▶ [Task item]: Please copy every line from the records below that contains the string "Right".
—————
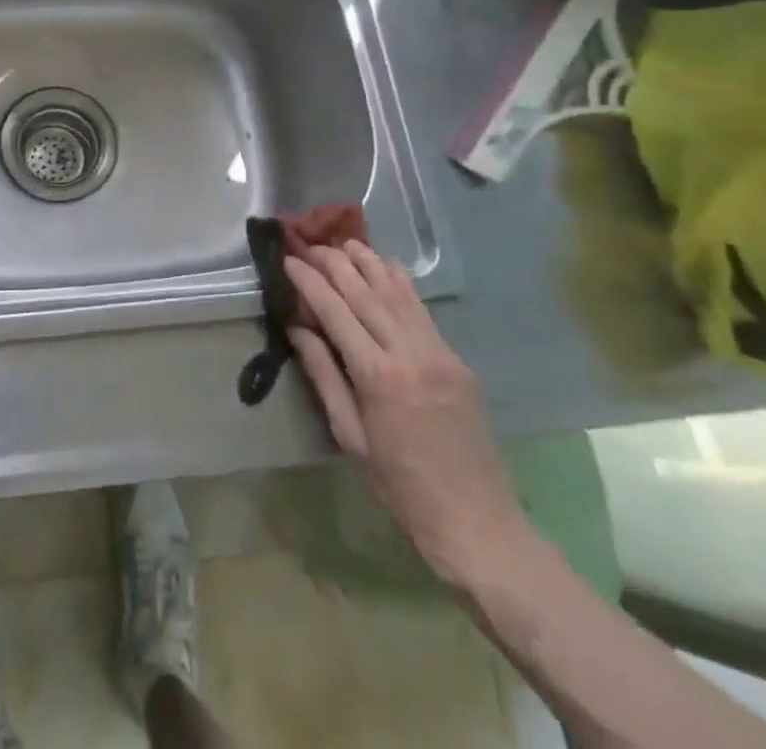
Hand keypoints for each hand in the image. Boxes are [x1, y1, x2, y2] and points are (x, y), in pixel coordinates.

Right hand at [284, 242, 528, 582]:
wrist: (476, 523)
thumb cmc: (400, 487)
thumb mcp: (350, 437)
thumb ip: (323, 375)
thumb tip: (298, 328)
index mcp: (377, 377)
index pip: (335, 312)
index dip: (309, 282)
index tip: (289, 260)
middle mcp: (409, 354)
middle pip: (366, 293)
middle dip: (335, 264)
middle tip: (310, 245)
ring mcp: (439, 353)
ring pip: (397, 293)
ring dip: (369, 263)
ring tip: (344, 242)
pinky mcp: (456, 360)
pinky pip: (422, 310)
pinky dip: (400, 283)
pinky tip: (387, 266)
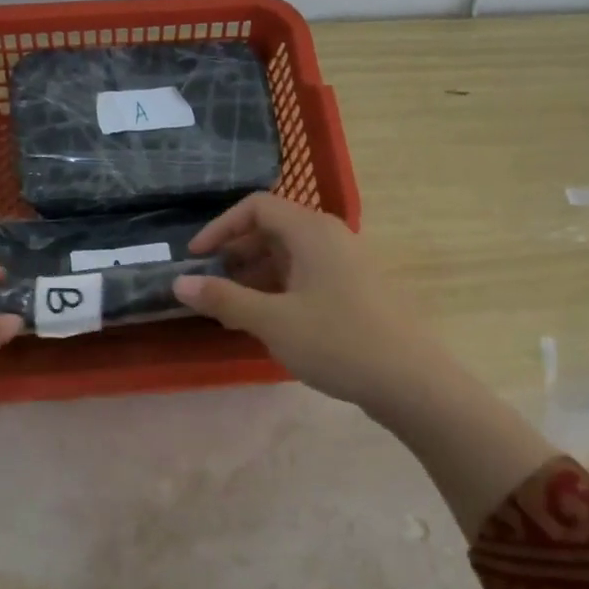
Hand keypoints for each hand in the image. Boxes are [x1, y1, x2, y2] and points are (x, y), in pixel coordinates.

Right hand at [178, 193, 557, 537]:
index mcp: (311, 231)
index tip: (195, 259)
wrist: (410, 381)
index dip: (219, 228)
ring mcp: (346, 264)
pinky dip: (278, 290)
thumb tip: (179, 283)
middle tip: (210, 287)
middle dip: (235, 255)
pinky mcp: (354, 290)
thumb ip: (223, 299)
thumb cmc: (337, 341)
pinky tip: (265, 322)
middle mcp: (331, 237)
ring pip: (289, 256)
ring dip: (254, 277)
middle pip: (272, 229)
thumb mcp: (272, 321)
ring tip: (231, 312)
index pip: (256, 207)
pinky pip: (306, 277)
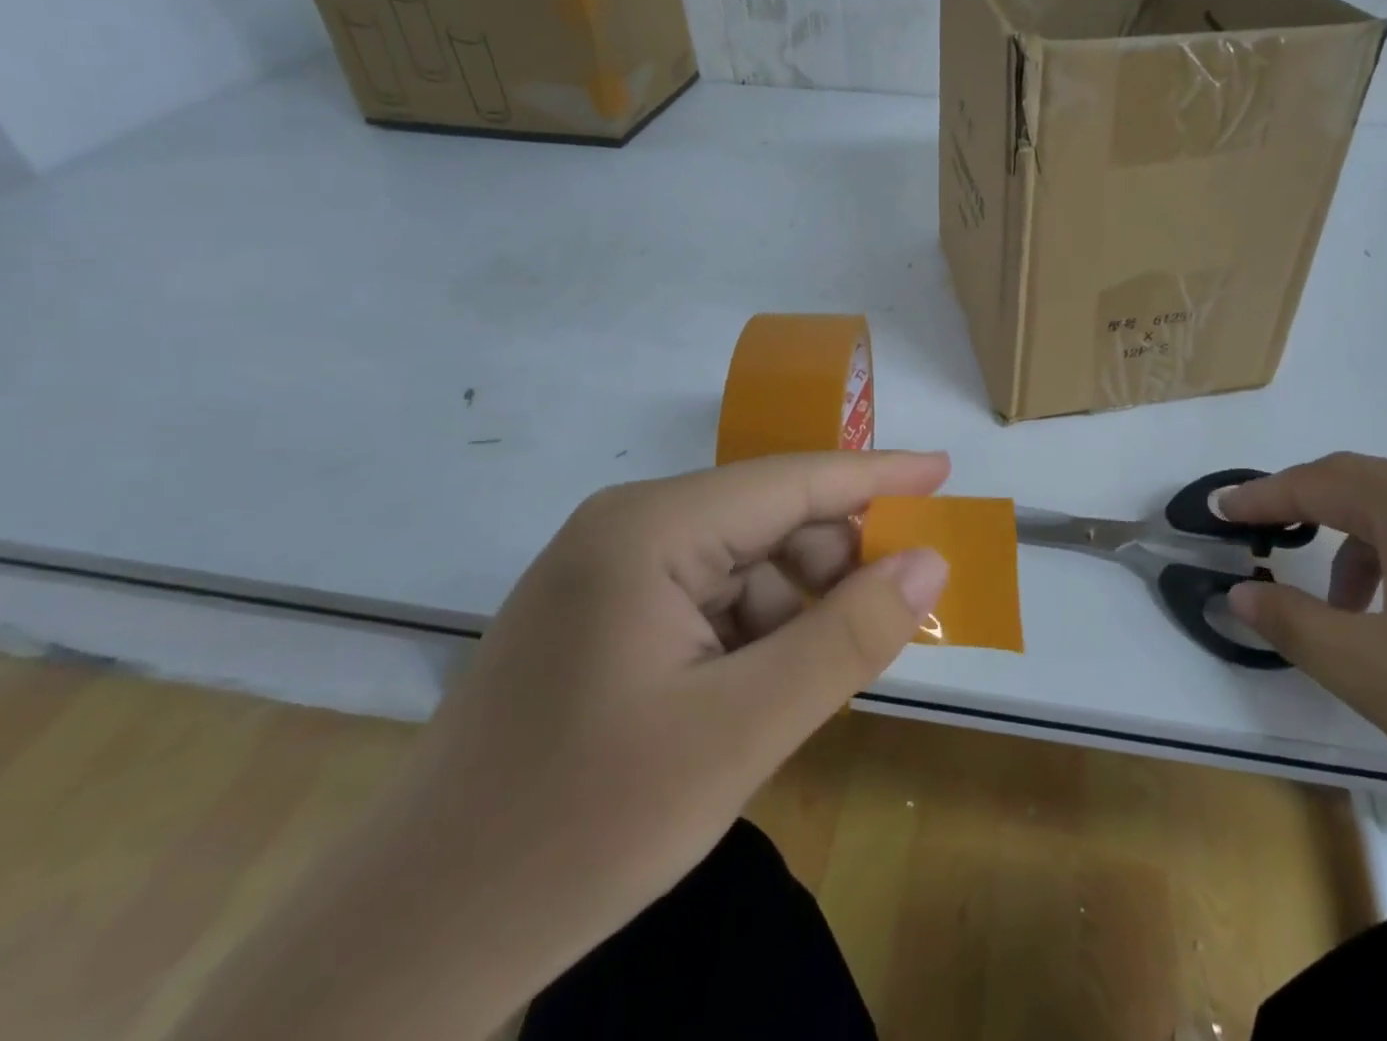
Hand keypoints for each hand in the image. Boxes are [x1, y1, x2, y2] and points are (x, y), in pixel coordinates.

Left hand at [175, 450, 949, 1040]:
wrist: (409, 946)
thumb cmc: (580, 827)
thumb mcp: (740, 733)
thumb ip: (846, 639)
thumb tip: (930, 561)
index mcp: (651, 529)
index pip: (793, 481)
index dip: (879, 475)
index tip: (946, 471)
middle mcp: (628, 530)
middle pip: (770, 522)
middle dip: (838, 564)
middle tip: (893, 623)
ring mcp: (610, 574)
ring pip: (745, 566)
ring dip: (797, 612)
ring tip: (818, 683)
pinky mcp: (604, 619)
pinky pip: (710, 602)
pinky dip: (757, 636)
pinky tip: (763, 694)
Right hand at [1222, 453, 1386, 855]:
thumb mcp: (1367, 667)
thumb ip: (1289, 622)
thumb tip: (1239, 595)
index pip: (1314, 482)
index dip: (1260, 496)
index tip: (1220, 511)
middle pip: (1362, 487)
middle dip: (1306, 510)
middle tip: (1266, 540)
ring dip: (1359, 548)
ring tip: (1345, 610)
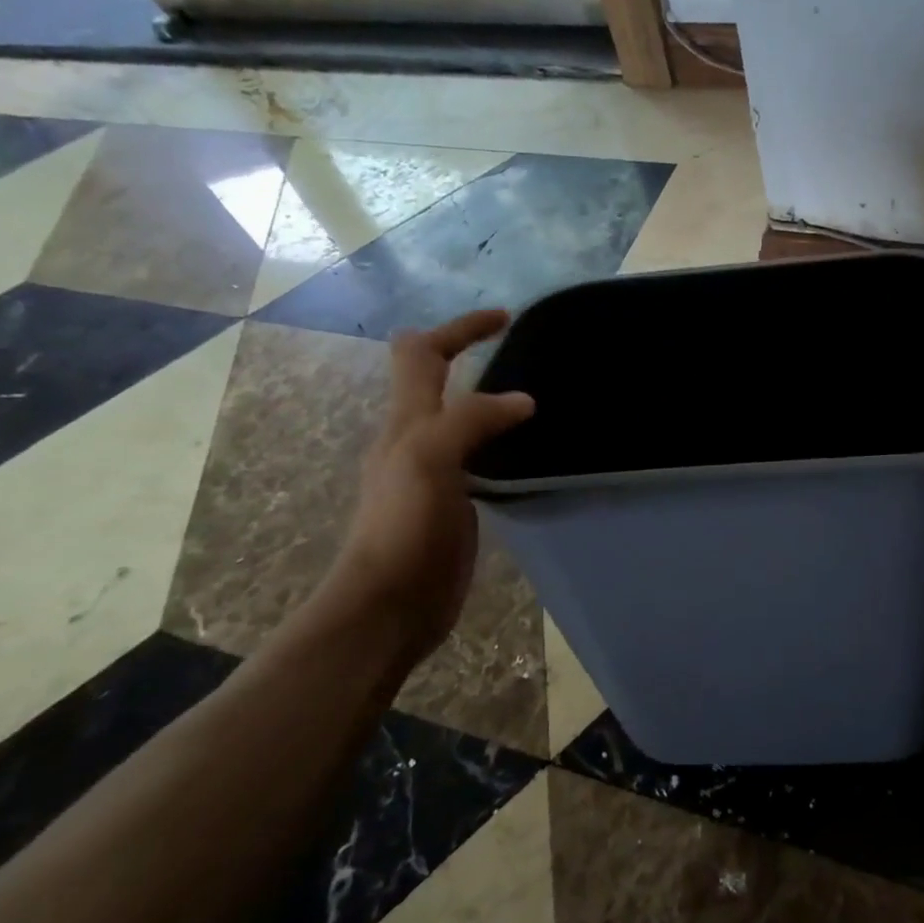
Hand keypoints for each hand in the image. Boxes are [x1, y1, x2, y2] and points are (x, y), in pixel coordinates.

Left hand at [329, 310, 533, 657]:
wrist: (389, 604)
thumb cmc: (403, 526)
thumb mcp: (430, 459)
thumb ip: (472, 420)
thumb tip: (523, 400)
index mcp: (407, 421)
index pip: (423, 352)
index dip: (459, 328)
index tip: (505, 318)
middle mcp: (416, 439)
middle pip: (436, 381)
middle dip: (471, 356)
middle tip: (522, 356)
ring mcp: (435, 473)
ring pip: (460, 420)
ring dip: (489, 401)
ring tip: (534, 401)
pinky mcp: (453, 504)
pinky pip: (478, 459)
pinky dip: (500, 443)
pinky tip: (526, 454)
—————
▶ [Answer for the task]:
Right hand at [284, 242, 528, 582]:
Right hand at [178, 193, 557, 537]:
Right hand at [1222, 453, 1386, 855]:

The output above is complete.